The best defense anyone can buy is to get to know your neighbors, (the sane ones anyway), make sure you are always aware of your surroundings, and lock the doors when you are alone.

----------


## KMG

From my knowledge and experience a guard dog should not be socialized outside of your family so I believe the dog park would not be a good idea.*



*However I'm not an expert.

----------


## enginee837

Dogs are more dangerous than guns.  I own both.  Even well trained dogs can have bad days and a dog big enough to protect you is easily big enough to kill an infant.  Guns on the other hand are easy to keep locked up and secure and are 100% predictable.   On top of all that, most breeds suitable for protection  are strong bodied and strong willed requiring an experienced and firm hand.    
If you are not willing or able to handle either, get a security system and keep pepper spray close bye.  It will incapacitate anyone you hit with and is arguably safer than a gun or dog.
Just my 2 cents.

----------

Fazer72110 (12-26-2016),_GoingPostal_ (01-02-2016),_Mephibosheth1_ (01-03-2016)

----------


## KMG

I have used and seen OC spray used a ton over the years. 

I hate it! 

When you use it everybody feels it except on the determined turds that it seems to have no effect on at all. I have seen guys open their mouth when sprayed and ask for more. Many LEO'S don't even carry it any more. 

I also dislike the taser but I would recommend that before OC but a handgun is still at the top of the list. A good shotgun being second.

----------


## footballpythons

I would personally recommend a gun with training of course! And a dog will not do much most of the time! Also yes an alarm!But sure get another loud barking kind dog to make intruders feel like there is a pack of dogs not just one! And a hunting dog i recommend like a catahoula, lab, or a mix! :Smile:  Good luck!

----------


## Caspian

Everyone else has said it pretty well already. Just a few small notes - Rotties can be amazing with kids, but if you do decide to get one, make sure you look for German bloodlines, rather than American bloodlines. That doesn't mean a dog bred in Germany, just one that can trace its bloodline back to German stock within the last fifty years or so. 

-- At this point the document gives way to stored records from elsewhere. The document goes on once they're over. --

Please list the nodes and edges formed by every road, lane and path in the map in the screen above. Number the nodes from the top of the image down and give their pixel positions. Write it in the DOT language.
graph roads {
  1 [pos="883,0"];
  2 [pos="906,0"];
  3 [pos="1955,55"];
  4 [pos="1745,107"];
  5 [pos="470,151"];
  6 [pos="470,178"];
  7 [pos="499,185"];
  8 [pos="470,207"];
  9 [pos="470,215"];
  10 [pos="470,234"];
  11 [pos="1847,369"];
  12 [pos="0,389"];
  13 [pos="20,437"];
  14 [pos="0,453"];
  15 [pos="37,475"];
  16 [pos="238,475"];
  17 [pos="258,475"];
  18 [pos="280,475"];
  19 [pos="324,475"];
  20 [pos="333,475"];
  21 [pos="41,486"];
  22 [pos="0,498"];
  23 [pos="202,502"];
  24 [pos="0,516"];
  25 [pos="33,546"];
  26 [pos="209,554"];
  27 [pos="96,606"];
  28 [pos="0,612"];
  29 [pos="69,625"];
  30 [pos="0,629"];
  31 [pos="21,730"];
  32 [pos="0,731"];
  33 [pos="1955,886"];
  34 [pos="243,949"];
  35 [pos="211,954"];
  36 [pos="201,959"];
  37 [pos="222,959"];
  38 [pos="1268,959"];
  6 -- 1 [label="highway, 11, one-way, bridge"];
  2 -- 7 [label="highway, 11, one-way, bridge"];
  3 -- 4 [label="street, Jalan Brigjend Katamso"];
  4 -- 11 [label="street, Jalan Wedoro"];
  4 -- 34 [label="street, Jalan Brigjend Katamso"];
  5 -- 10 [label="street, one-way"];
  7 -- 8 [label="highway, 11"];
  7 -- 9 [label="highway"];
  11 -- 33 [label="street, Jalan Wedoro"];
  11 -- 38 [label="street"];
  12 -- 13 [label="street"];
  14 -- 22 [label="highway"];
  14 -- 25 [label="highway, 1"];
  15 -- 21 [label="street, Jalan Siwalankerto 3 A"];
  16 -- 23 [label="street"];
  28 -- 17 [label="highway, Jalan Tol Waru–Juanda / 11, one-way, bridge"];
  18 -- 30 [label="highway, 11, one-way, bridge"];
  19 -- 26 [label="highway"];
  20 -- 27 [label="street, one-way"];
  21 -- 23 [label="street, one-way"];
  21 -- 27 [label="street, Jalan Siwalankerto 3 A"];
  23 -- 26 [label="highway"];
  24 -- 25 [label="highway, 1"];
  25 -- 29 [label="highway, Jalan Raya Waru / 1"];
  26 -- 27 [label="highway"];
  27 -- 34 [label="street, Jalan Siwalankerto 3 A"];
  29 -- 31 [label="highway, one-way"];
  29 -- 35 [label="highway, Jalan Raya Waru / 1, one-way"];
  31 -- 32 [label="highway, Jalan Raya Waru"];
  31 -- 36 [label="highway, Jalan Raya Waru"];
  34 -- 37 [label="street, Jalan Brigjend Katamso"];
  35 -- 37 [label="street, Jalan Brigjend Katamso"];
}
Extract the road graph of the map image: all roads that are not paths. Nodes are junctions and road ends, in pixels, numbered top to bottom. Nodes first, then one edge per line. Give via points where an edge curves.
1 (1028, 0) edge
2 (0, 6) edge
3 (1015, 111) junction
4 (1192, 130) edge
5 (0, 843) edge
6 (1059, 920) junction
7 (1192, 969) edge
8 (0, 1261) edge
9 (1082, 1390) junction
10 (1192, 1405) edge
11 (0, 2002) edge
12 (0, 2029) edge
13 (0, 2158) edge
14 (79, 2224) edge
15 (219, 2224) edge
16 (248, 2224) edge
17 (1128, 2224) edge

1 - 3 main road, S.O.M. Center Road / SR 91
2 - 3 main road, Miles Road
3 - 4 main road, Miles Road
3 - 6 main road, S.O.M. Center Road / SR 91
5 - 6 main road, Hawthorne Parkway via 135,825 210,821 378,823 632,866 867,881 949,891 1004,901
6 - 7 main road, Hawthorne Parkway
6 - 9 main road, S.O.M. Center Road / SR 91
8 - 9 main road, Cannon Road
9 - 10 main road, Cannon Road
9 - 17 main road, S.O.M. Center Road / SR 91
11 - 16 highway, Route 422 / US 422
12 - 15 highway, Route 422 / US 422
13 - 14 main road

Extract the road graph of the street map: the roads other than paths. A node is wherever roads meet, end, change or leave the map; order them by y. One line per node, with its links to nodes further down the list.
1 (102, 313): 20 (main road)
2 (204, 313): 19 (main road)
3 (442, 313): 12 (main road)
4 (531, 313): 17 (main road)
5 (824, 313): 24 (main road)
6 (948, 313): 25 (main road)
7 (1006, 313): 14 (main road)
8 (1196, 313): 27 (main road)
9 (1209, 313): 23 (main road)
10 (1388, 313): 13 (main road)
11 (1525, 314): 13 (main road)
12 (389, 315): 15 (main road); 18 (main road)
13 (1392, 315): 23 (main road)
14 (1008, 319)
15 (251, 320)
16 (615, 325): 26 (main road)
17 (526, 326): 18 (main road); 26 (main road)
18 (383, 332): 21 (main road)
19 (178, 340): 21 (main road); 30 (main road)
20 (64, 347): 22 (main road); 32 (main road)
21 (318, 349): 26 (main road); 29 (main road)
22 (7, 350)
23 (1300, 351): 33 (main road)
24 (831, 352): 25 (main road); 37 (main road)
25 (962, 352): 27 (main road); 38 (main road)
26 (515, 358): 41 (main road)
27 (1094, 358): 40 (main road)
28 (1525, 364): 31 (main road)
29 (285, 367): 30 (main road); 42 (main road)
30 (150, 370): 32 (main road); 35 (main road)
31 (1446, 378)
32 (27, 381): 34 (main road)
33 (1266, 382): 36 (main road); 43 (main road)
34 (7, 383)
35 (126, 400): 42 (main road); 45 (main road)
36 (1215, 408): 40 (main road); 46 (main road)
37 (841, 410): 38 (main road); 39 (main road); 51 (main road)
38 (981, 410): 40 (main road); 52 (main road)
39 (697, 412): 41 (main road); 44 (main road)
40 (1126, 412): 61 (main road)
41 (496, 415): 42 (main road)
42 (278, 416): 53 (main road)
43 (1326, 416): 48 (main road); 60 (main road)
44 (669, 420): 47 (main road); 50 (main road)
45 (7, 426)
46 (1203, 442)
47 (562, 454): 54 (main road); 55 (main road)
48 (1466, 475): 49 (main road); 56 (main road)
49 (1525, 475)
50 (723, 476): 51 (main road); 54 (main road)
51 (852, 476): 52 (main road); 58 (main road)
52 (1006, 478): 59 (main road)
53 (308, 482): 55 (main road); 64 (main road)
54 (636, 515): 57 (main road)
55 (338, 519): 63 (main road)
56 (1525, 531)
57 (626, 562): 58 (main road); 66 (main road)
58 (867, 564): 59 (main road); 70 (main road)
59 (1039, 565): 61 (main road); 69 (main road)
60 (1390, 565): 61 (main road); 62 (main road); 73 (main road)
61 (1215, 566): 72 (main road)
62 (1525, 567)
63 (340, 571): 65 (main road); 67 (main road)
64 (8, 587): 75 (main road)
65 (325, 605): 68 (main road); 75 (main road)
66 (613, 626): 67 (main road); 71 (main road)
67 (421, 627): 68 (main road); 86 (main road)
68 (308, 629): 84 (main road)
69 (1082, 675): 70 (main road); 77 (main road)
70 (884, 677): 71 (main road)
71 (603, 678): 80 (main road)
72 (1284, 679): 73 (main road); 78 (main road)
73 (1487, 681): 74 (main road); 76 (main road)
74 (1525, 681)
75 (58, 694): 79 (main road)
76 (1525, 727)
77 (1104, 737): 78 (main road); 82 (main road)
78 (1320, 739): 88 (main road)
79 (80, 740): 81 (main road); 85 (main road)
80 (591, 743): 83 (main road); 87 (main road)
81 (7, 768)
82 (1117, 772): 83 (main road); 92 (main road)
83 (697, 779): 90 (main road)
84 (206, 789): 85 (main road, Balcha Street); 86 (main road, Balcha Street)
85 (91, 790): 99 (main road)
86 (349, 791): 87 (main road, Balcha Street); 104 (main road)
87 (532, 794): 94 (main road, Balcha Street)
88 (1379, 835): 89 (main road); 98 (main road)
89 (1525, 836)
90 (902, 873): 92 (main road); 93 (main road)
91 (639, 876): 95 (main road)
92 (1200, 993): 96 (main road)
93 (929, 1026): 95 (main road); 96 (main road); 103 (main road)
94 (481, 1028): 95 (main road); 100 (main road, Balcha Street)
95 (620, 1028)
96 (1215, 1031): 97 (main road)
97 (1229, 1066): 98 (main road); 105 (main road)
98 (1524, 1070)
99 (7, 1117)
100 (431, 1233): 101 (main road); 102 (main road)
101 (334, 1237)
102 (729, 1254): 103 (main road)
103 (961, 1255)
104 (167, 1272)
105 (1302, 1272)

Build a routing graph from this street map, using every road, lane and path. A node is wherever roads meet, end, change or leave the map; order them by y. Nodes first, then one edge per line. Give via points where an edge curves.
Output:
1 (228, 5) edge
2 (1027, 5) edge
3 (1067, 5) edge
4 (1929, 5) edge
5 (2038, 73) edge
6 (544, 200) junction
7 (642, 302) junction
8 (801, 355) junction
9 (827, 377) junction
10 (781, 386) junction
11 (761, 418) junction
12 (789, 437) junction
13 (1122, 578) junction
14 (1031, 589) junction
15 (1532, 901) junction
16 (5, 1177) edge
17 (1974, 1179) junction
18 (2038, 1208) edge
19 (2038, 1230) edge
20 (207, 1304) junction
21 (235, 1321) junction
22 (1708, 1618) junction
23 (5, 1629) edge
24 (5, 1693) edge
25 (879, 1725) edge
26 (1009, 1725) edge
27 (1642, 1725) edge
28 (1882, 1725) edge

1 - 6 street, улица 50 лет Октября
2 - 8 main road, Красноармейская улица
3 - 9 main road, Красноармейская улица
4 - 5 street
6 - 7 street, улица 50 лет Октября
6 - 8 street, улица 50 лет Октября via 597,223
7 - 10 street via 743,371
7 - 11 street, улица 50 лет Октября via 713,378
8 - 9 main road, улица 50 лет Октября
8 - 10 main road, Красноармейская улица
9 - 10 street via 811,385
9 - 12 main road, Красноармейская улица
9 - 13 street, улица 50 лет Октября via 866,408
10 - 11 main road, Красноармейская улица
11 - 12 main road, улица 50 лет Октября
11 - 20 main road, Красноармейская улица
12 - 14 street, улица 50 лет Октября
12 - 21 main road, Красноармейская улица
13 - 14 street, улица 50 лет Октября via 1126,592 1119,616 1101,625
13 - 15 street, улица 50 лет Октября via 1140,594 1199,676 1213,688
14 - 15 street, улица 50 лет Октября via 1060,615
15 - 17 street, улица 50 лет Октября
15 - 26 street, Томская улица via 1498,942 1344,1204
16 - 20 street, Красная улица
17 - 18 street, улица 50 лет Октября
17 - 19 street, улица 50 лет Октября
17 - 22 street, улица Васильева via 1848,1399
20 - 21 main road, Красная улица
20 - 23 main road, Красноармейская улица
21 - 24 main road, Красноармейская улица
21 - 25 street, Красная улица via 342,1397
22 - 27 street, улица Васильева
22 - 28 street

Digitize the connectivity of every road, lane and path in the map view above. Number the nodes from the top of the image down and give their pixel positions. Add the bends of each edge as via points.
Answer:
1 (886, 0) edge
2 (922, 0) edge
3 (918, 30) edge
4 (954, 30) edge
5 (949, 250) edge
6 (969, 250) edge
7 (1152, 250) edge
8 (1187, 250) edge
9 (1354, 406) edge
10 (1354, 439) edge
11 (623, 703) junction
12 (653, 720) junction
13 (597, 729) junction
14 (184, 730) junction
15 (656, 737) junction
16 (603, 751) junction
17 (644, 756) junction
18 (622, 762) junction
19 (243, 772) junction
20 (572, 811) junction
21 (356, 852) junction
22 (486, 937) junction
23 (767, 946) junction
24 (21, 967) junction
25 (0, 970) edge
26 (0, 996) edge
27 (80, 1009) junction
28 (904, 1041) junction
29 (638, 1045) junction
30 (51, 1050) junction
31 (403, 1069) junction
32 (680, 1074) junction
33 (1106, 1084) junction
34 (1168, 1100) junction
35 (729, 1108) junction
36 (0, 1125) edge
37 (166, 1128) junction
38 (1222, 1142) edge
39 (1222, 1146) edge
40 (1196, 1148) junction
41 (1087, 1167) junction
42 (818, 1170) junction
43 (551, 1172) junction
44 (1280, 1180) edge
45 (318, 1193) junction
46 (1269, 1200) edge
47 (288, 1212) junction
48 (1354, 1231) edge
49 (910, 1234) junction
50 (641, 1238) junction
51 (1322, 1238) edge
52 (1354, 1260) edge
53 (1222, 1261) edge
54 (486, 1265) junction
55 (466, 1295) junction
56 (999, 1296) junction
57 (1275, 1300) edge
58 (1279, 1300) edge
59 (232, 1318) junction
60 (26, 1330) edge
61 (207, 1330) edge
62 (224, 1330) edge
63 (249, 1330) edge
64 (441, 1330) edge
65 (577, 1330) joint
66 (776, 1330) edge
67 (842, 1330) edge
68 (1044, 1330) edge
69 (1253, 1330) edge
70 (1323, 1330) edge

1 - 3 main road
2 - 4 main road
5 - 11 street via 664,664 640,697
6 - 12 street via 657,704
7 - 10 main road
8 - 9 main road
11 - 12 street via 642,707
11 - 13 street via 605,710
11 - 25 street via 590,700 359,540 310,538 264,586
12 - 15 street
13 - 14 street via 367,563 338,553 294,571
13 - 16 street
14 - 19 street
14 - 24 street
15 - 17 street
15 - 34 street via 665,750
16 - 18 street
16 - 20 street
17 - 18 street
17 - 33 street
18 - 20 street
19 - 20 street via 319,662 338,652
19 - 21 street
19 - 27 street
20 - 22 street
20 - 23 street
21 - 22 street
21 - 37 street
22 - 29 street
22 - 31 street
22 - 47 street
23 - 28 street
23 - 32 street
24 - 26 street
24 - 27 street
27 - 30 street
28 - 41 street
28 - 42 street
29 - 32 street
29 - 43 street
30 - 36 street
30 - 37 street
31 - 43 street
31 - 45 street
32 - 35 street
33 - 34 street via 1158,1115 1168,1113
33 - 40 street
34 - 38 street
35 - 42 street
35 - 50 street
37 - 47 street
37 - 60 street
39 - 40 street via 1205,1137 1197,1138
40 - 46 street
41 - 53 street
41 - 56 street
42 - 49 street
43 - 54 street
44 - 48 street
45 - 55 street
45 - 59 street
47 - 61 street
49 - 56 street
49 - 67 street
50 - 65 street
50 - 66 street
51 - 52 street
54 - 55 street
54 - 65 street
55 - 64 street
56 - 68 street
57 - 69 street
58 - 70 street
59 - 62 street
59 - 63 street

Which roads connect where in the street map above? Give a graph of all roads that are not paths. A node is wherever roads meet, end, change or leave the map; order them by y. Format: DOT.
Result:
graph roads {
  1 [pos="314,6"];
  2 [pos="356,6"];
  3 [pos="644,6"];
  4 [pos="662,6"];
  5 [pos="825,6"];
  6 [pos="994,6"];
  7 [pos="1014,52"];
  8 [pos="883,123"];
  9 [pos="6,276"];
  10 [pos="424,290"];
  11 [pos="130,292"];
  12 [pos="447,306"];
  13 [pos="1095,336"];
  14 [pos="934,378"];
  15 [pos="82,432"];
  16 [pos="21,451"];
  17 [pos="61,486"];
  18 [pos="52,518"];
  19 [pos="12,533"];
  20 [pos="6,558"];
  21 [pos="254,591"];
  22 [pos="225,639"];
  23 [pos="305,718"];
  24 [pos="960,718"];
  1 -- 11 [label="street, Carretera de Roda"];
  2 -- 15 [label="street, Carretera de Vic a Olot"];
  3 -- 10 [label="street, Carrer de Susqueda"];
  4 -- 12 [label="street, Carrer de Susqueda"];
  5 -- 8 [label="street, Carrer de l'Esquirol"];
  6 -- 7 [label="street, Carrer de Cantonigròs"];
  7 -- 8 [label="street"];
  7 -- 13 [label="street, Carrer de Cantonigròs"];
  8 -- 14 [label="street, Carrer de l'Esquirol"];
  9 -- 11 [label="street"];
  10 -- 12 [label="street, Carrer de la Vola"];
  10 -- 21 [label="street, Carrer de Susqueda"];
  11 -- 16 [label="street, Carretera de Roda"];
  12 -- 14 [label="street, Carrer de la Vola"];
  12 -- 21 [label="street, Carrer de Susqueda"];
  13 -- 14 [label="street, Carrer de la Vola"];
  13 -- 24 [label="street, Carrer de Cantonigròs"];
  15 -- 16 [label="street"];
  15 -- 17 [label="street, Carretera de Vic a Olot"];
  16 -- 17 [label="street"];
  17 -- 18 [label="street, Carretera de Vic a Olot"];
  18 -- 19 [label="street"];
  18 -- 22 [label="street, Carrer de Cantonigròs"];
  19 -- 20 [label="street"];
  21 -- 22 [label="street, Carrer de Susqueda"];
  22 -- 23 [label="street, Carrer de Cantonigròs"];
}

Get a firearm, get the education to use it properly, and when your child is old enough, teach them that it's off limits and how to handle it. My parents taught me how to shoot by the time I was five years old - I learned on a .50 caliber muzzle loader, and the firearms in my household were never locked up back then. By the time I could walk, I knew not to touch. I don't advocate leaving guns on a rack on the wall like that, but with a good safety container, you should be able to lay your hands on a pistol from anywhere in a house within a minute or so. Honestly, if you're getting a dog more for an alarm system than a weapon - I train my dogs to bark, but never to attack someone. They'll mug a person for attention. I'd rather have a robbed house and live dogs than a robbed house and dead dogs. Anyway, if you're looking for an alarm system, get something small and yappy. They're loud, persistent, distracting, hard to catch and hard to hit, usually. The downside is that most small dogs learn to hate kids, because children tend to hurt them. Make sure the child knows what is, and is not, allowable treatment and handling of the dog, and understand that any dog will bite to defend itself if it's being hurt. Some pitbulls will take an amazing amount of abuse without fighting back, and make incredible nannies for small children, but every animal has a limit.

----------

_Mephibosheth1_ (01-03-2016)

----------


## Gruba

> Everyone else has said it pretty well already. Just a few small notes - Rotties can be amazing with kids, but if you do decide to get one, make sure you look for German bloodlines, rather than American bloodlines. That doesn't mean a dog bred in Germany, just one that can trace its bloodline back to German stock within the last fifty years or so. 
> 
> Get a firearm, get the education to use it properly, and when your child is old enough, teach them that it's off limits and how to handle it. My parents taught me how to shoot by the time I was five years old - I learned on a .50 caliber muzzle loader, and the firearms in my household were never locked up back then. By the time I could walk, I knew not to touch. I don't advocate leaving guns on a rack on the wall like that, but with a good safety container, you should be able to lay your hands on a pistol from anywhere in a house within a minute or so. Honestly, if you're getting a dog more for an alarm system than a weapon - I train my dogs to bark, but never to attack someone. They'll mug a person for attention. I'd rather have a robbed house and live dogs than a robbed house and dead dogs. Anyway, if you're looking for an alarm system, get something small and yappy. They're loud, persistent, distracting, hard to catch and hard to hit, usually. The downside is that most small dogs learn to hate kids, because children tend to hurt them. Make sure the child knows what is, and is not, allowable treatment and handling of the dog, and understand that any dog will bite to defend itself if it's being hurt. Some pitbulls will take an amazing amount of abuse without fighting back, and make incredible nannies for small children, but every animal has a limit.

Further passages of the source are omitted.